* How to complete this task *
Every line of the records below that holds the word "highway" belongs in the answer.

* Records for this task *
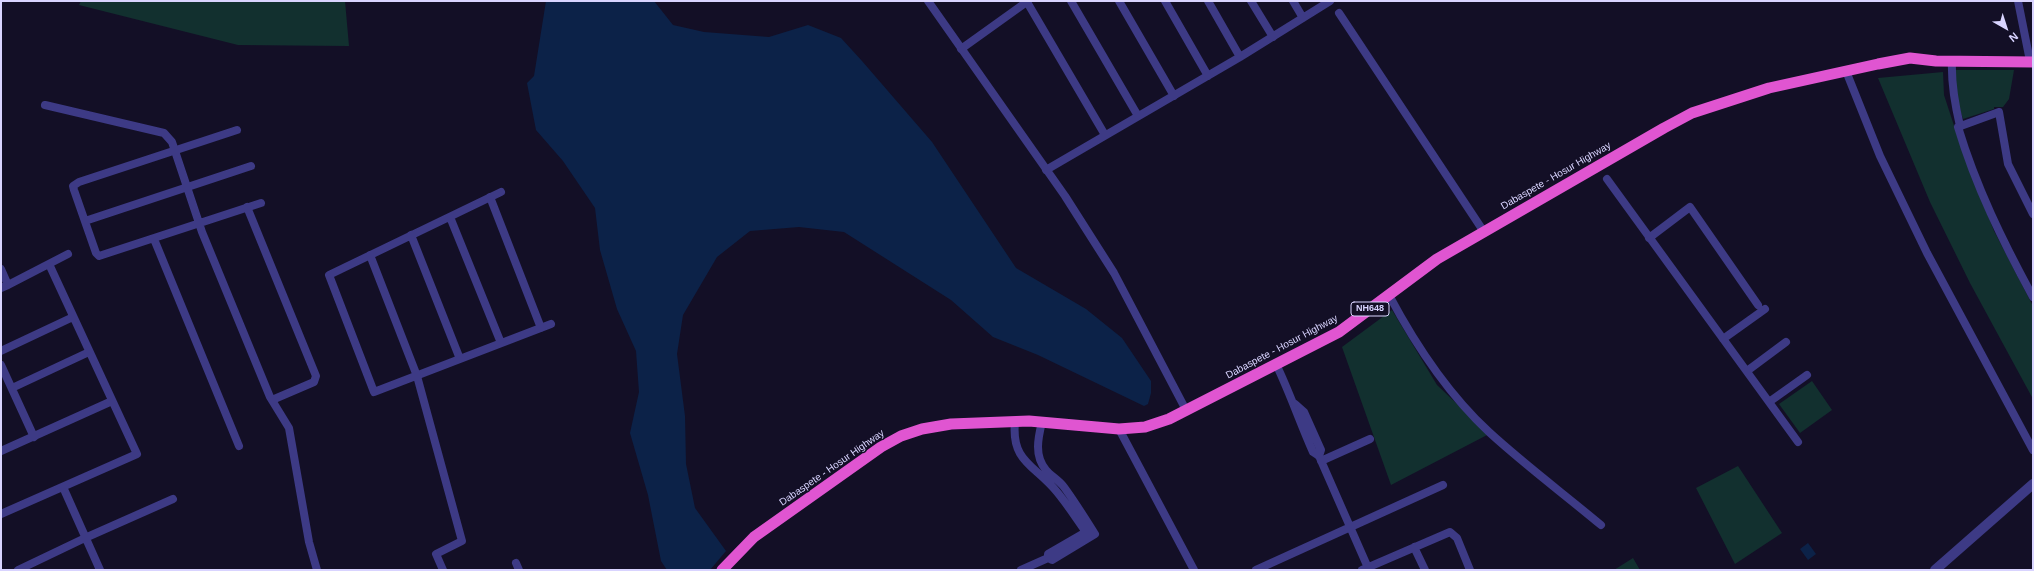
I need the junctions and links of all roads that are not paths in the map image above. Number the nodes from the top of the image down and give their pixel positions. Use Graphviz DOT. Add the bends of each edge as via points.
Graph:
graph roads {
  1 [pos="928,1"];
  2 [pos="1071,1"];
  3 [pos="1118,1"];
  4 [pos="1165,1"];
  5 [pos="1208,1"];
  6 [pos="1251,1"];
  7 [pos="1293,1"];
  8 [pos="1330,1"];
  9 [pos="2018,1"];
  10 [pos="1027,2"];
  11 [pos="1339,13"];
  12 [pos="1303,18"];
  13 [pos="1273,37"];
  14 [pos="961,49"];
  15 [pos="1240,57"];
  16 [pos="1952,61"];
  17 [pos="2031,61"];
  18 [pos="1846,71"];
  19 [pos="1208,76"];
  20 [pos="1174,96"];
  21 [pos="45,105"];
  22 [pos="1138,116"];
  23 [pos="1960,126"];
  24 [pos="237,130"];
  25 [pos="1105,135"];
  26 [pos="175,150"];
  27 [pos="251,166"];
  28 [pos="1046,170"];
  29 [pos="1607,179"];
  30 [pos="187,187"];
  31 [pos="501,192"];
  32 [pos="490,198"];
  33 [pos="261,203"];
  34 [pos="247,208"];
  35 [pos="2033,214"];
  36 [pos="450,217"];
  37 [pos="85,221"];
  38 [pos="199,223"];
  39 [pos="1484,232"];
  40 [pos="411,236"];
  41 [pos="1649,238"];
  42 [pos="154,239"];
  43 [pos="68,254"];
  44 [pos="370,255"];
  45 [pos="49,264"];
  46 [pos="1,269"];
  47 [pos="5,286"];
  48 [pos="1390,295"];
  49 [pos="2033,297"];
  50 [pos="73,317"];
  51 [pos="551,324"];
  52 [pos="541,328"];
  53 [pos="1723,339"];
  54 [pos="1786,342"];
  55 [pos="500,344"];
  56 [pos="1,351"];
  57 [pos="90,352"];
  58 [pos="460,359"];
  59 [pos="1276,364"];
  60 [pos="1,365"];
  61 [pos="1747,371"];
  62 [pos="1807,375"];
  63 [pos="417,376"];
  64 [pos="12,388"];
  65 [pos="272,400"];
  66 [pos="112,402"];
  67 [pos="1769,402"];
  68 [pos="1186,410"];
  69 [pos="1016,422"];
  70 [pos="1042,422"];
  71 [pos="1119,429"];
  72 [pos="34,437"];
  73 [pos="1370,439"];
  74 [pos="1798,442"];
  75 [pos="239,446"];
  76 [pos="2033,450"];
  77 [pos="1,451"];
  78 [pos="1320,459"];
  79 [pos="2033,484"];
  80 [pos="1443,485"];
  81 [pos="62,487"];
  82 [pos="173,499"];
  83 [pos="1,514"];
  84 [pos="1601,525"];
  85 [pos="1350,528"];
  86 [pos="85,538"];
  87 [pos="1414,547"];
  88 [pos="1048,558"];
  89 [pos="29,568"];
  90 [pos="1366,569"];
  91 [pos="18,570"];
  92 [pos="100,570"];
  93 [pos="317,570"];
  94 [pos="443,570"];
  95 [pos="722,570"];
  96 [pos="1021,570"];
  97 [pos="1194,570"];
  98 [pos="1256,570"];
  99 [pos="1425,570"];
  100 [pos="1470,570"];
  101 [pos="1935,570"];
  1 -- 14 [label="street"];
  2 -- 22 [label="street"];
  3 -- 20 [label="street"];
  4 -- 19 [label="street"];
  5 -- 15 [label="street"];
  6 -- 13 [label="street"];
  7 -- 12 [label="street"];
  8 -- 12 [label="street"];
  9 -- 17 [label="street"];
  10 -- 14 [label="street"];
  10 -- 25 [label="street"];
  11 -- 39 [label="street"];
  12 -- 13 [label="street"];
  13 -- 15 [label="street"];
  14 -- 28 [label="street"];
  15 -- 19 [label="street"];
  16 -- 17 [label="highway, Dabaspete - Hosur Highway / NH648"];
  16 -- 18 [label="highway, Dabaspete - Hosur Highway / NH648" via="1910,58"];
  16 -- 23 [label="street" via="1951,74"];
  18 -- 39 [label="highway, Dabaspete - Hosur Highway / NH648" via="1769,88 1692,113"];
  18 -- 76 [label="street" via="1880,156 1927,253"];
  19 -- 20 [label="street"];
  20 -- 22 [label="street"];
  21 -- 26 [label="street" via="164,133"];
  22 -- 25 [label="street"];
  23 -- 35 [label="street" via="1999,112 2008,164"];
  23 -- 49 [label="street" via="1958,127 1964,149 1988,208"];
  24 -- 26 [label="street"];
  25 -- 28 [label="street"];
  26 -- 30 [label="street"];
  26 -- 37 [label="street" via="75,183 74,190"];
  27 -- 30 [label="street"];
  28 -- 68 [label="street" via="1114,273"];
  29 -- 41 [label="street"];
  30 -- 37 [label="street"];
  30 -- 38 [label="street"];
  31 -- 32 [label="street"];
  32 -- 36 [label="street"];
  32 -- 52 [label="street"];
  33 -- 34 [label="street"];
  34 -- 38 [label="street"];
  34 -- 65 [label="street" via="316,376 314,382"];
  36 -- 40 [label="street"];
  36 -- 55 [label="street"];
  37 -- 42 [label="street" via="99,256"];
  38 -- 42 [label="street"];
  38 -- 65 [label="street"];
  39 -- 48 [label="highway, Dabaspete - Hosur Highway / NH648" via="1437,259"];
  40 -- 44 [label="street"];
  40 -- 58 [label="street"];
  41 -- 53 [label="street"];
  41 -- 53 [label="street" via="1690,207 1761,307"];
  42 -- 75 [label="street"];
  43 -- 45 [label="street"];
  44 -- 63 [label="street"];
  44 -- 63 [label="street" via="329,275 374,392"];
  45 -- 47 [label="street"];
  45 -- 50 [label="street"];
  46 -- 47 [label="street"];
  48 -- 59 [label="highway, Dabaspete - Hosur Highway / NH648" via="1339,332"];
  48 -- 84 [label="street" via="1434,369 1466,407 1489,431"];
  50 -- 56 [label="street"];
  50 -- 57 [label="street"];
  51 -- 52 [label="street"];
  52 -- 55 [label="street"];
  53 -- 61 [label="street"];
  54 -- 61 [label="street"];
  55 -- 58 [label="street"];
  57 -- 64 [label="street"];
  57 -- 66 [label="street"];
  58 -- 63 [label="street"];
  59 -- 68 [label="highway, Dabaspete - Hosur Highway / NH648"];
  59 -- 78 [label="street" via="1295,404 1305,434"];
  60 -- 64 [label="street"];
  61 -- 67 [label="street"];
  62 -- 67 [label="street"];
  63 -- 94 [label="street" via="462,541 436,554"];
  64 -- 72 [label="street"];
  65 -- 93 [label="street" via="290,431 309,542"];
  66 -- 72 [label="street"];
  66 -- 81 [label="street" via="137,454"];
  67 -- 74 [label="street"];
  68 -- 71 [label="highway, Dabaspete - Hosur Highway / NH648" via="1145,427"];
  69 -- 70 [label="highway, Dabaspete - Hosur Highway / NH648"];
  69 -- 88 [label="street" via="1014,436 1018,450 1033,470 1056,491 1086,532 1048,554"];
  69 -- 95 [label="highway, Dabaspete - Hosur Highway / NH648" via="951,424 901,436 881,447 754,537"];
  70 -- 71 [label="highway, Dabaspete - Hosur Highway / NH648"];
  70 -- 88 [label="street" via="1038,438 1041,462 1063,485 1095,534 1052,560"];
  71 -- 97 [label="street"];
  72 -- 77 [label="street"];
  73 -- 78 [label="street"];
  78 -- 85 [label="street"];
  79 -- 101 [label="street"];
  80 -- 85 [label="street"];
  81 -- 83 [label="street"];
  81 -- 86 [label="street"];
  82 -- 86 [label="street"];
  85 -- 90 [label="street"];
  85 -- 98 [label="street"];
  86 -- 89 [label="street"];
  86 -- 92 [label="street"];
  87 -- 90 [label="street"];
  87 -- 99 [label="street"];
  87 -- 100 [label="street" via="1450,532 1457,538"];
  88 -- 96 [label="street"];
  89 -- 91 [label="street"];
}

* Answer to this exercise *
  16 -- 17 [label="highway, Dabaspete - Hosur Highway / NH648"];
  16 -- 18 [label="highway, Dabaspete - Hosur Highway / NH648" via="1910,58"];
  18 -- 39 [label="highway, Dabaspete - Hosur Highway / NH648" via="1769,88 1692,113"];
  39 -- 48 [label="highway, Dabaspete - Hosur Highway / NH648" via="1437,259"];
  48 -- 59 [label="highway, Dabaspete - Hosur Highway / NH648" via="1339,332"];
  59 -- 68 [label="highway, Dabaspete - Hosur Highway / NH648"];
  68 -- 71 [label="highway, Dabaspete - Hosur Highway / NH648" via="1145,427"];
  69 -- 70 [label="highway, Dabaspete - Hosur Highway / NH648"];
  69 -- 95 [label="highway, Dabaspete - Hosur Highway / NH648" via="951,424 901,436 881,447 754,537"];
  70 -- 71 [label="highway, Dabaspete - Hosur Highway / NH648"];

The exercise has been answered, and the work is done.